Parcours dans l’Hérault épisode 2 :
Recherche équilibre physiologique

Le 12/05/2022 à 15:07

Pour la gestion de l’enherbement, le domaine de Cébène ne déroge pas à l’art du compromis et de l’adaptation ! L’équilibre est subtil à trouver et dépendant de la pluviométrie, toujours incertaine dans cette région méditerranéenne.

L'enherbement, toujours une gestion subtile.

L’équilibre physiologique de la plante est essentiel dans notre recherche de création de vin au goût du terroir. Il participe grandement à l’obtention de raisins de qualité qui n’auront pas besoin d’artifices pour séduire les clients et justifier d’un prix relativement élevé. L’enherbement reste pour nous un moyen efficace de régler cet équilibre physiologique. Aider la plante à le trouver c’est : un peu de fertilisation, et beaucoup d’adaptation de nos travaux culturaux à la parcelle ou à une partie homogène de la parcelle, au cas par cas. Sous le climat méditerranéen avec une pluviométrie de 400 à 600 mm, dont la répartition est parfois très irrégulière, le risque est la concurrence en eau entre enherbement et vigne. Mais la réflexion doit aussi prendre en compte la protection contre l’évaporation du sol, le développement de la matière organique et la régénération naturelle du sol.

UN DÉVELOPPEMENT IMPRÉVISIBLE

Chaque intervention de labour ou de tonte est un pari sur la pluviométrie à venir. Le régime hydrique sous nos climats méditerranéens rend en effet les prévisions de poussée d’adventices difficiles. Le développement de l’enherbement va tenir essentiellement à la pluviométrie, en termes de fréquence et de quantité d’eau. Limiter l’enherbement à Cébène, c’est choisir par exemple entre un désherbage mécanique ou une tonte dont l’effet sera limité à 8 jours en cas de pluie ou à plusieurs mois, si une période sèche intervient ensuite. Dans ce cas, la majorité des plantes vont stopper leur développement végétatif. Elles   maintiendront une couverture du sol et empêcheront la germination de nouvelles plantes. De même, la décision d’un labour interceps reste toujours difficile. Chaque labour pouvant stimuler la germination sur le rang, l’absence de labour pouvant maintenir une couverture. Mais quelle sera la hauteur des adventices préservées ? Une tonte suffira-t-elle pour les maîtriser ?

Enfouissement un rang sur deux.

 

DES PRATIQUES DÉCIDÉES AU JOUR LE JOUR

Il reste donc compliqué de définir une méthodologie de travail. L’enherbement naturel permanent met beaucoup de temps à s’implanter sur nos coteaux, d’autant que nos sols contiennent en général peu de matière organique.
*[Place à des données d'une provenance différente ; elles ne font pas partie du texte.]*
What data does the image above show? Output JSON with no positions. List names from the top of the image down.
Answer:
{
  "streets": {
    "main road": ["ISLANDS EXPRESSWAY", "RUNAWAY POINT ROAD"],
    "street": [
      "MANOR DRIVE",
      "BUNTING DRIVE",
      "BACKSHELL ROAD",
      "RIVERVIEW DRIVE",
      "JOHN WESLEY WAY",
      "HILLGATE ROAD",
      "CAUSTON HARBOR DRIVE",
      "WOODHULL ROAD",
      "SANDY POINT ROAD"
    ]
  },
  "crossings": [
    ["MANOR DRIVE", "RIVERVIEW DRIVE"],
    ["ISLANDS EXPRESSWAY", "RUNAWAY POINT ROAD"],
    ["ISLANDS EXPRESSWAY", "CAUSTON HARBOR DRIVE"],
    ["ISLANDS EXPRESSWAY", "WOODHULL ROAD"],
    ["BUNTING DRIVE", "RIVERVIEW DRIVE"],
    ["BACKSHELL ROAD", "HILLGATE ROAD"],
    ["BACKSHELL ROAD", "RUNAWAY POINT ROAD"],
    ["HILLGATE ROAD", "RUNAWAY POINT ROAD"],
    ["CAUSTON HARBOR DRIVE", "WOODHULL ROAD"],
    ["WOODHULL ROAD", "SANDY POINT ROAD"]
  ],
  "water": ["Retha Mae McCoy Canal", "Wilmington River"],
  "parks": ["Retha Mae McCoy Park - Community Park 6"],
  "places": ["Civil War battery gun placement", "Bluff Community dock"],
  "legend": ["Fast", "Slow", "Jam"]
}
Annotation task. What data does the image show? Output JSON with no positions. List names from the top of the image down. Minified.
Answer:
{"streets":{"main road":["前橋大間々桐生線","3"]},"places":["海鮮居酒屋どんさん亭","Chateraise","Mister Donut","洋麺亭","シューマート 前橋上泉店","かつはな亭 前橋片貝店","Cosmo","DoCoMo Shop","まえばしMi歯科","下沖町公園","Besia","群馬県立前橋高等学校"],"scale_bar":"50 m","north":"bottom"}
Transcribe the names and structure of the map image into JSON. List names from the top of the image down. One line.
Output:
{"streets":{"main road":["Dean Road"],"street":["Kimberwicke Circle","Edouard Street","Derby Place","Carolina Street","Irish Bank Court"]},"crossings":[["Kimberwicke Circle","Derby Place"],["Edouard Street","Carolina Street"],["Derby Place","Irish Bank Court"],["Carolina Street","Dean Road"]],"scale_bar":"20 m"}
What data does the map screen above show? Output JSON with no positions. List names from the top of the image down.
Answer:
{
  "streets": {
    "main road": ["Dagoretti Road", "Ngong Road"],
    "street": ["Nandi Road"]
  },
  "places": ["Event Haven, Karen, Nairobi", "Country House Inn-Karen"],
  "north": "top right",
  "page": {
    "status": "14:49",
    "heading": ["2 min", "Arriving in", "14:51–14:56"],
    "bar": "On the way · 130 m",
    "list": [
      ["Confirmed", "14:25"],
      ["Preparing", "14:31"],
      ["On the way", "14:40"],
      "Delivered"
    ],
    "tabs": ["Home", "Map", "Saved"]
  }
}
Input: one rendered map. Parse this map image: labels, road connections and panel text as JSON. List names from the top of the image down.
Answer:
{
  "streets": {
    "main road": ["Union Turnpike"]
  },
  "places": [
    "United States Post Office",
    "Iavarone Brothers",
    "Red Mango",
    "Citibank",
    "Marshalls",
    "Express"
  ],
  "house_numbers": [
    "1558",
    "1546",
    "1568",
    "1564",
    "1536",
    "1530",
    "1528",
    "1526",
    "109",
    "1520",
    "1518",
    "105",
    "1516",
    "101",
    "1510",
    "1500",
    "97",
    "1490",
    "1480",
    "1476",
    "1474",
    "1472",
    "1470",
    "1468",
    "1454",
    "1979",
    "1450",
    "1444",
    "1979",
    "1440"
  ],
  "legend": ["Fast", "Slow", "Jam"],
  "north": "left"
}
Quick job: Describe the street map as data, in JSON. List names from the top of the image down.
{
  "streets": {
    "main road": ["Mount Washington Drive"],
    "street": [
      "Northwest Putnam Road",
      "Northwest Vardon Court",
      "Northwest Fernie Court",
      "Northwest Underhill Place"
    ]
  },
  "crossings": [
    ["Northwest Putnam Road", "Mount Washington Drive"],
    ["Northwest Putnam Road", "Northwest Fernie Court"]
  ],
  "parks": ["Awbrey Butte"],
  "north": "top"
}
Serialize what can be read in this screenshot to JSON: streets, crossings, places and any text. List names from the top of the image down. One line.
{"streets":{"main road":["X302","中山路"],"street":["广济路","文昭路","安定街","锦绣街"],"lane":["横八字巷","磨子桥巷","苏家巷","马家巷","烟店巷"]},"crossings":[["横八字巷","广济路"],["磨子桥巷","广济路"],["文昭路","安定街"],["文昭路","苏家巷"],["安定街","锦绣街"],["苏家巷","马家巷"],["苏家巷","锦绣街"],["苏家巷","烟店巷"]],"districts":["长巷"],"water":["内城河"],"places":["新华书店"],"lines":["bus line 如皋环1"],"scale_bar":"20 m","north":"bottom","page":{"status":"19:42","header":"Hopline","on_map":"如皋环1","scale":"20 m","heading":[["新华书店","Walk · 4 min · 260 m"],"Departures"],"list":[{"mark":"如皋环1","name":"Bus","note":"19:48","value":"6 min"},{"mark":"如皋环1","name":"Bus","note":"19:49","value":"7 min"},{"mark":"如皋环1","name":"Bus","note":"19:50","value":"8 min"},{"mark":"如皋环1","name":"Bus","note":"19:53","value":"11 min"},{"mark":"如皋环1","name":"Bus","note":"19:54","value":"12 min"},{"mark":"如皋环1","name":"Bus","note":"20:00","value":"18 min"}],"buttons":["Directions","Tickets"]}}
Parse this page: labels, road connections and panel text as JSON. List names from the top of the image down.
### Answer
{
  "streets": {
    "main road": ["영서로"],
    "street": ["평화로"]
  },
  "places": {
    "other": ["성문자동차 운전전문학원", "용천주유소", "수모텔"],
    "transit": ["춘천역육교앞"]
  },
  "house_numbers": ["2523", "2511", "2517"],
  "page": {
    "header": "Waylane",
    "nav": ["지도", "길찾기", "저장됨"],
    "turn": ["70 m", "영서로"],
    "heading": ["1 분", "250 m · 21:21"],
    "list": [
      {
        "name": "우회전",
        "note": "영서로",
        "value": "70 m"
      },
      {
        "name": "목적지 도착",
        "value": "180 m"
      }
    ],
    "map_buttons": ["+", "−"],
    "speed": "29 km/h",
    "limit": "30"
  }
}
Pour un  enherbement maîtrisé,  il faut non seulement veiller à ne pas détruire les jeunes plantules mais aussi à ne pas détruire des plantes déjà développées. Un labour d’aération avec des coutres, sans retournement assèche le sol superficiel, bloque le développement des adventices en place, sans pour autant tout détruire. Ainsi en 2021, dans un hiver très sec, le passage de coutres après la fertilisation organique n’a pas détruit la totalité des adventices (voir photo) et a maintenu un couvert végétal hivernal. La parcelle voisine, non labourée depuis 5 ans (car seul un chenillard peut y pénétrer) montre une densité d’adventices.

À gauche : le rang après passage de coutres. À droite : rang non labouré.

OPTER POUR UN ENHERBEMENT MAÎTRISÉ

La biodiversité s’installe aussi avec le temps. Ce sont aujourd’hui une dizaine d’espèces différentes. Le développement de légumineuses, de luzerne sauvage, apporte certainement une quantité sensible d’azote à l’écosystème. Plusieurs types de graminées s’implantent malgré de faibles apports azotés. Le développement de la folle avoine intervient surtout lors des hivers humides. Le roulage de la végétation est difficile avec le matériel existant sur les jeunes plantules et nos sols caillouteux. Il faudrait pouvoir inventer de nouvelles machines ! Ainsi donc quand la réalisation d’un mulch pour un couvert printanier et estival reste difficile, notre objectif est une couverture d’adventices qui sèchent fin juin après floraison. Ils assurent un couvert contre les ardents rayons de soleil estivaux et le vent du nord qui peut être violent à Cébène, desséchant, responsable d’une érosion éolienne importante après un labour de sols secs. Notre parti pris est à ce jour l’enherbement maîtrisé, plutôt qu’un enherbement semé qui produit plus de masse végétale mais qui peut conduire à un désert en alternance.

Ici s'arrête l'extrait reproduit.